■ **To do**
Could you output every record again, exactly as given?

[Opening Exercise data section]

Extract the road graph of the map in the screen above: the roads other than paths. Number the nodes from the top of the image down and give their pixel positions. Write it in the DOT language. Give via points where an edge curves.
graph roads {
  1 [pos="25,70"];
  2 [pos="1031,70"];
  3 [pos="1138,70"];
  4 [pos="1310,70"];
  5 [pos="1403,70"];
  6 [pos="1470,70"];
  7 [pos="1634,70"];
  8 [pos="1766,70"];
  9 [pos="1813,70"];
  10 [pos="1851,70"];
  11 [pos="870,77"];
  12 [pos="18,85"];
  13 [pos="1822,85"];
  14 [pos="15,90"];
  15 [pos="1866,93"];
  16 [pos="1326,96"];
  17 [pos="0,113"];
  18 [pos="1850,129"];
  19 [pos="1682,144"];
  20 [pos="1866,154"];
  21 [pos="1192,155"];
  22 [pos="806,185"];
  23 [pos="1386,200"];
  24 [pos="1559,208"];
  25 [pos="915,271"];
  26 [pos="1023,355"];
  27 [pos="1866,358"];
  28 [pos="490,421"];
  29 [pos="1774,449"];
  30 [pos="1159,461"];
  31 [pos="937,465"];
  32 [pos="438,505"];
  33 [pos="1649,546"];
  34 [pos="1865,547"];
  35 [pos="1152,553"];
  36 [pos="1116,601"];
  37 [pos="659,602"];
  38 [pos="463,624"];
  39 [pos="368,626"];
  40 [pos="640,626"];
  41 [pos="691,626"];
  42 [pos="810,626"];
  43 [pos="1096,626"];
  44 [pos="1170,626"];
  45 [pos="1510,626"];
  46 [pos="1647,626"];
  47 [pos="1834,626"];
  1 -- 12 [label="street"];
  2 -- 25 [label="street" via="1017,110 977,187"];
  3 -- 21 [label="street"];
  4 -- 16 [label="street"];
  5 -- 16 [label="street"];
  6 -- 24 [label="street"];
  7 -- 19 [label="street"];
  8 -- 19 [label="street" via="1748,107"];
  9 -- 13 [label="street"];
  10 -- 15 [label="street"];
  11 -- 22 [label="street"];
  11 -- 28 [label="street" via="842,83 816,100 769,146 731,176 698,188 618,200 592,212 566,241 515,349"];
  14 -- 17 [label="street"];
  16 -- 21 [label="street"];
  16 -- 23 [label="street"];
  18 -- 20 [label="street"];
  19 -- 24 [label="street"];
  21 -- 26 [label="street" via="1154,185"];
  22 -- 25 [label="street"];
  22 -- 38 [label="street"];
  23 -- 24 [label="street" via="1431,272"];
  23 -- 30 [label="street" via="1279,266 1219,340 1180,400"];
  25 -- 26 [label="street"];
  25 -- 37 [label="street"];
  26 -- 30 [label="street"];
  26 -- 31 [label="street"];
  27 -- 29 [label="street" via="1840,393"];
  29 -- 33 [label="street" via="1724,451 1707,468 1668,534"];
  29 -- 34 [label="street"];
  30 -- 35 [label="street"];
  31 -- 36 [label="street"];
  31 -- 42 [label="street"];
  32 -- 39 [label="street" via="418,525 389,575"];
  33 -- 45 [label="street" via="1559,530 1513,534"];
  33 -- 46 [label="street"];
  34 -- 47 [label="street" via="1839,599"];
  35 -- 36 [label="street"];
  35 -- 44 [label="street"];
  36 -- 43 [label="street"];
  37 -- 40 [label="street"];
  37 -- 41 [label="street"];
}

[Closing Exercise data section]

■ **Result for this task**
Extract the road graph of the map in the screen above: the roads other than paths. Number the nodes from the top of the image down and give their pixel positions. Write it in the DOT language. Give via points where an edge curves.
graph roads {
  1 [pos="25,70"];
  2 [pos="1031,70"];
  3 [pos="1138,70"];
  4 [pos="1310,70"];
  5 [pos="1403,70"];
  6 [pos="1470,70"];
  7 [pos="1634,70"];
  8 [pos="1766,70"];
  9 [pos="1813,70"];
  10 [pos="1851,70"];
  11 [pos="870,77"];
  12 [pos="18,85"];
  13 [pos="1822,85"];
  14 [pos="15,90"];
  15 [pos="1866,93"];
  16 [pos="1326,96"];
  17 [pos="0,113"];
  18 [pos="1850,129"];
  19 [pos="1682,144"];
  20 [pos="1866,154"];
  21 [pos="1192,155"];
  22 [pos="806,185"];
  23 [pos="1386,200"];
  24 [pos="1559,208"];
  25 [pos="915,271"];
  26 [pos="1023,355"];
  27 [pos="1866,358"];
  28 [pos="490,421"];
  29 [pos="1774,449"];
  30 [pos="1159,461"];
  31 [pos="937,465"];
  32 [pos="438,505"];
  33 [pos="1649,546"];
  34 [pos="1865,547"];
  35 [pos="1152,553"];
  36 [pos="1116,601"];
  37 [pos="659,602"];
  38 [pos="463,624"];
  39 [pos="368,626"];
  40 [pos="640,626"];
  41 [pos="691,626"];
  42 [pos="810,626"];
  43 [pos="1096,626"];
  44 [pos="1170,626"];
  45 [pos="1510,626"];
  46 [pos="1647,626"];
  47 [pos="1834,626"];
  1 -- 12 [label="street"];
  2 -- 25 [label="street" via="1017,110 977,187"];
  3 -- 21 [label="street"];
  4 -- 16 [label="street"];
  5 -- 16 [label="street"];
  6 -- 24 [label="street"];
  7 -- 19 [label="street"];
  8 -- 19 [label="street" via="1748,107"];
  9 -- 13 [label="street"];
  10 -- 15 [label="street"];
  11 -- 22 [label="street"];
  11 -- 28 [label="street" via="842,83 816,100 769,146 731,176 698,188 618,200 592,212 566,241 515,349"];
  14 -- 17 [label="street"];
  16 -- 21 [label="street"];
  16 -- 23 [label="street"];
  18 -- 20 [label="street"];
  19 -- 24 [label="street"];
  21 -- 26 [label="street" via="1154,185"];
  22 -- 25 [label="street"];
  22 -- 38 [label="street"];
  23 -- 24 [label="street" via="1431,272"];
  23 -- 30 [label="street" via="1279,266 1219,340 1180,400"];
  25 -- 26 [label="street"];
  25 -- 37 [label="street"];
  26 -- 30 [label="street"];
  26 -- 31 [label="street"];
  27 -- 29 [label="street" via="1840,393"];
  29 -- 33 [label="street" via="1724,451 1707,468 1668,534"];
  29 -- 34 [label="street"];
  30 -- 35 [label="street"];
  31 -- 36 [label="street"];
  31 -- 42 [label="street"];
  32 -- 39 [label="street" via="418,525 389,575"];
  33 -- 45 [label="street" via="1559,530 1513,534"];
  33 -- 46 [label="street"];
  34 -- 47 [label="street" via="1839,599"];
  35 -- 36 [label="street"];
  35 -- 44 [label="street"];
  36 -- 43 [label="street"];
  37 -- 40 [label="street"];
  37 -- 41 [label="street"];
}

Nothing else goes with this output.